ASSIGNMENT -
The answer must consist solely of the lines from the opening line of the entries through the line with "ring tip: (873, 822)", transcribed exactly and without any pictures.

RECORDS PROVIDED -

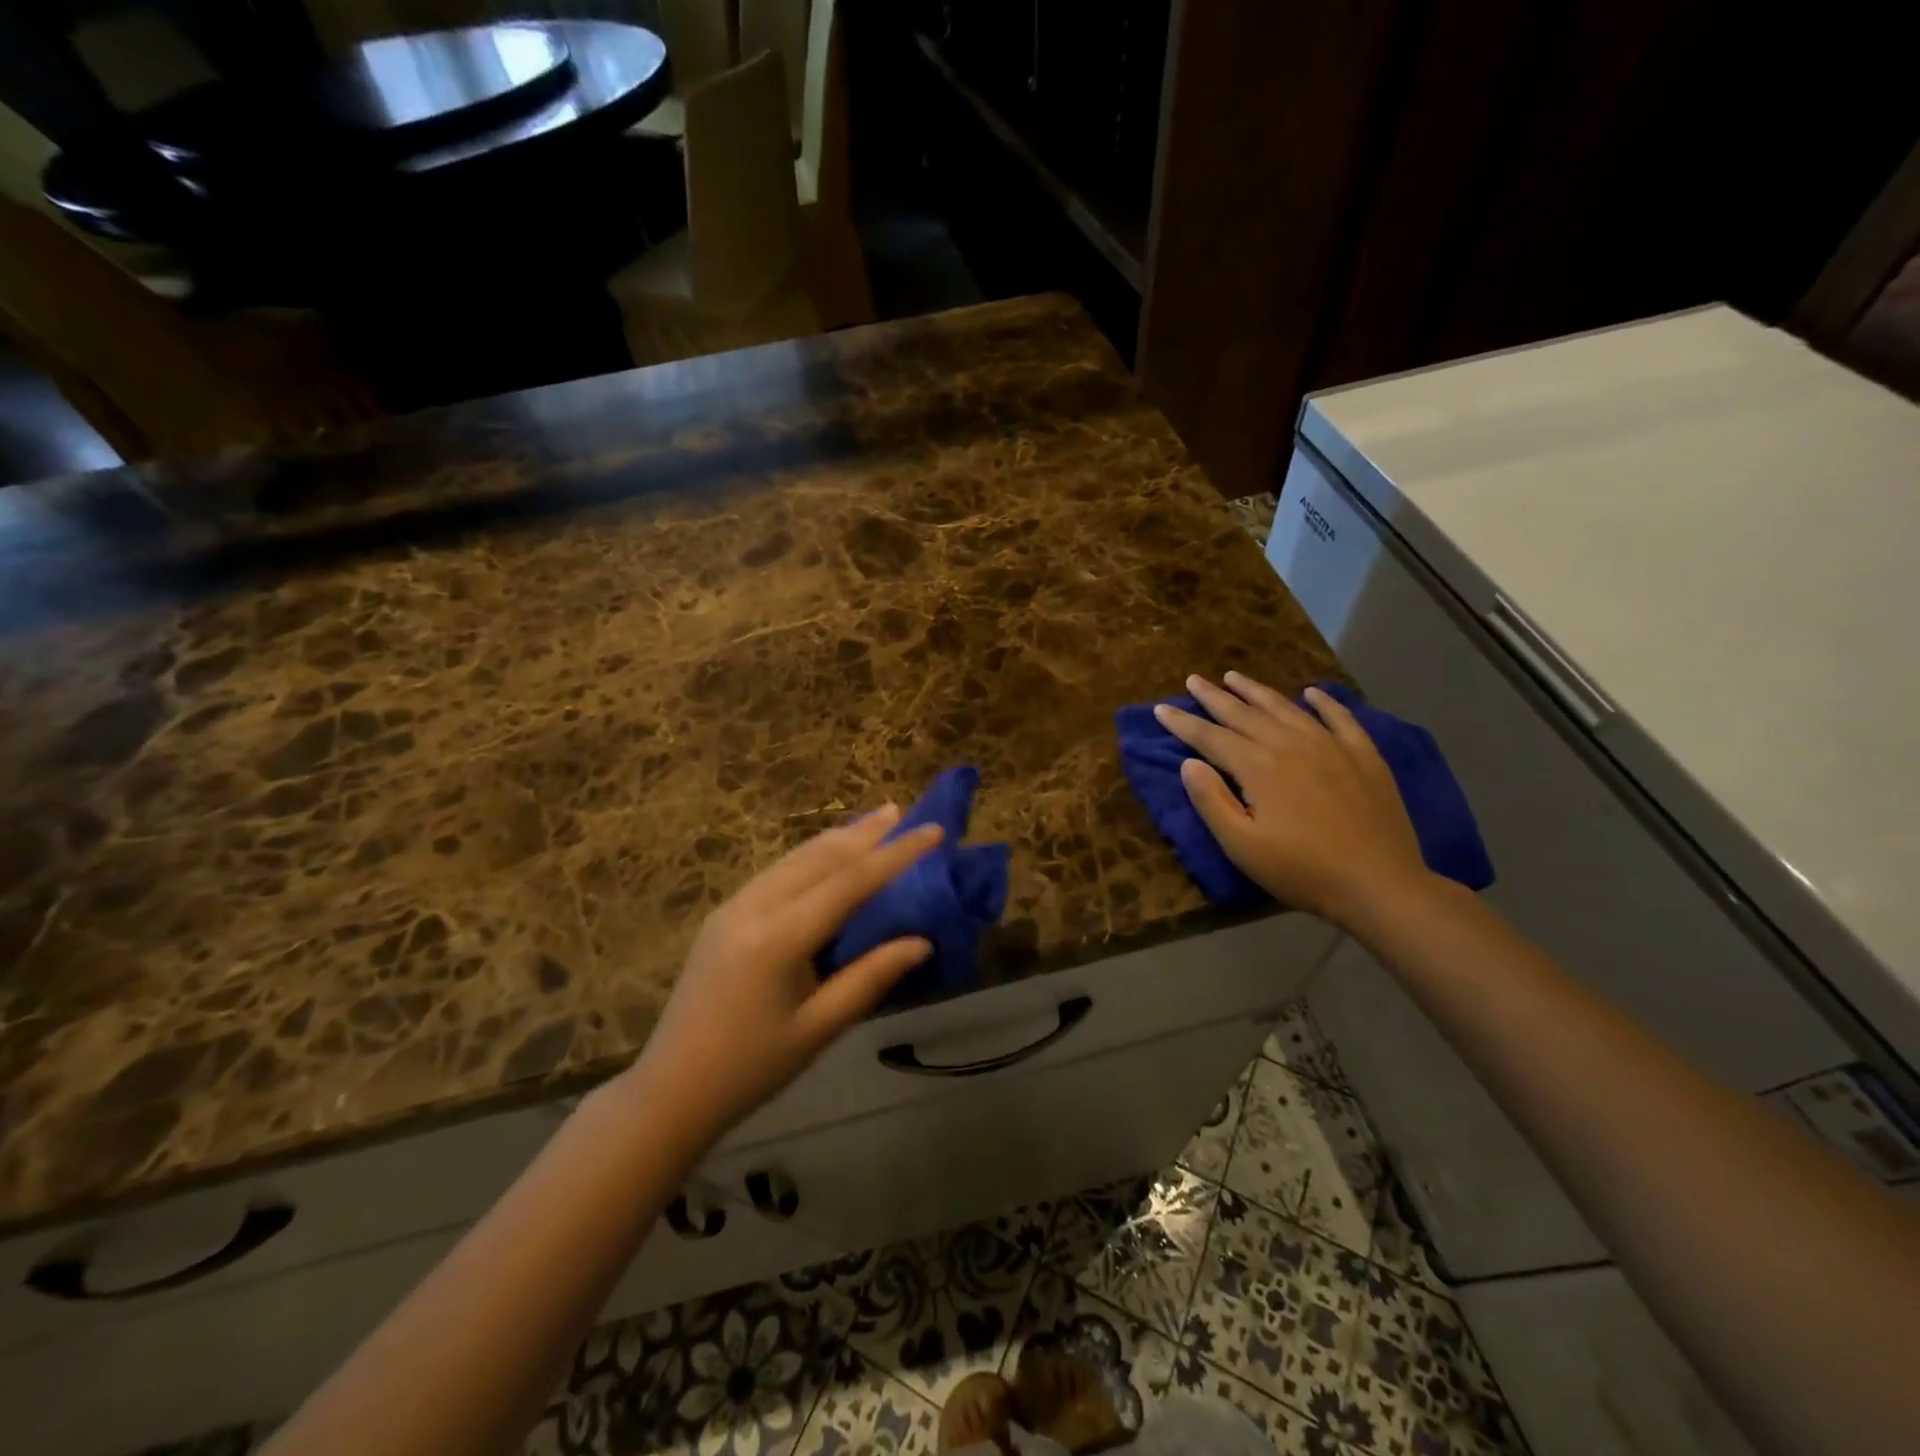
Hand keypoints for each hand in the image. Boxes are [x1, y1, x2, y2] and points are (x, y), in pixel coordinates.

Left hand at [627, 806, 943, 1139]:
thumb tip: (922, 942)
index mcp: (779, 938)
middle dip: (864, 832)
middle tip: (902, 811)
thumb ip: (870, 978)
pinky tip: (827, 855)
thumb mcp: (818, 1029)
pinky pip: (777, 872)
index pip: (849, 881)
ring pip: (795, 859)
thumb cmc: (751, 1068)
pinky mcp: (724, 915)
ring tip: (873, 822)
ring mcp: (734, 907)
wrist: (670, 1090)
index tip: (933, 831)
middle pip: (819, 857)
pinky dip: (811, 857)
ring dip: (837, 838)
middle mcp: (754, 907)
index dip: (895, 854)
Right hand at [1156, 673, 1430, 927]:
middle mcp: (1291, 744)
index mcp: (1258, 766)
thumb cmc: (1301, 870)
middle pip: (1244, 713)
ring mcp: (1331, 745)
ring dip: (1256, 690)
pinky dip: (1324, 701)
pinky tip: (1311, 692)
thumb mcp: (1242, 845)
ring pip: (1285, 708)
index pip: (1211, 737)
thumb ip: (1211, 800)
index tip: (1160, 708)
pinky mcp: (1363, 756)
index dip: (1183, 723)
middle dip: (1214, 697)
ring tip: (1234, 676)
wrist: (1379, 883)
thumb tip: (1189, 763)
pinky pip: (1340, 717)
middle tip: (1193, 680)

TASK OUTPUT -
Hand keypoints for each hand in the image. Boxes are [x1, y1, x2, y2] and points are (x, y), in pixel coordinates.

Left hand at [627, 806, 943, 1139]:
thumb tip: (922, 942)
index mcp: (779, 938)
middle dip: (864, 832)
middle tip: (902, 811)
thumb ip: (870, 978)
pinky tip: (827, 855)
thumb mcp: (818, 1029)
pinky pip: (777, 872)
index pip: (849, 881)
ring pip: (795, 859)
thumb cmc: (751, 1068)
pinky mcp: (724, 915)
ring tip: (873, 822)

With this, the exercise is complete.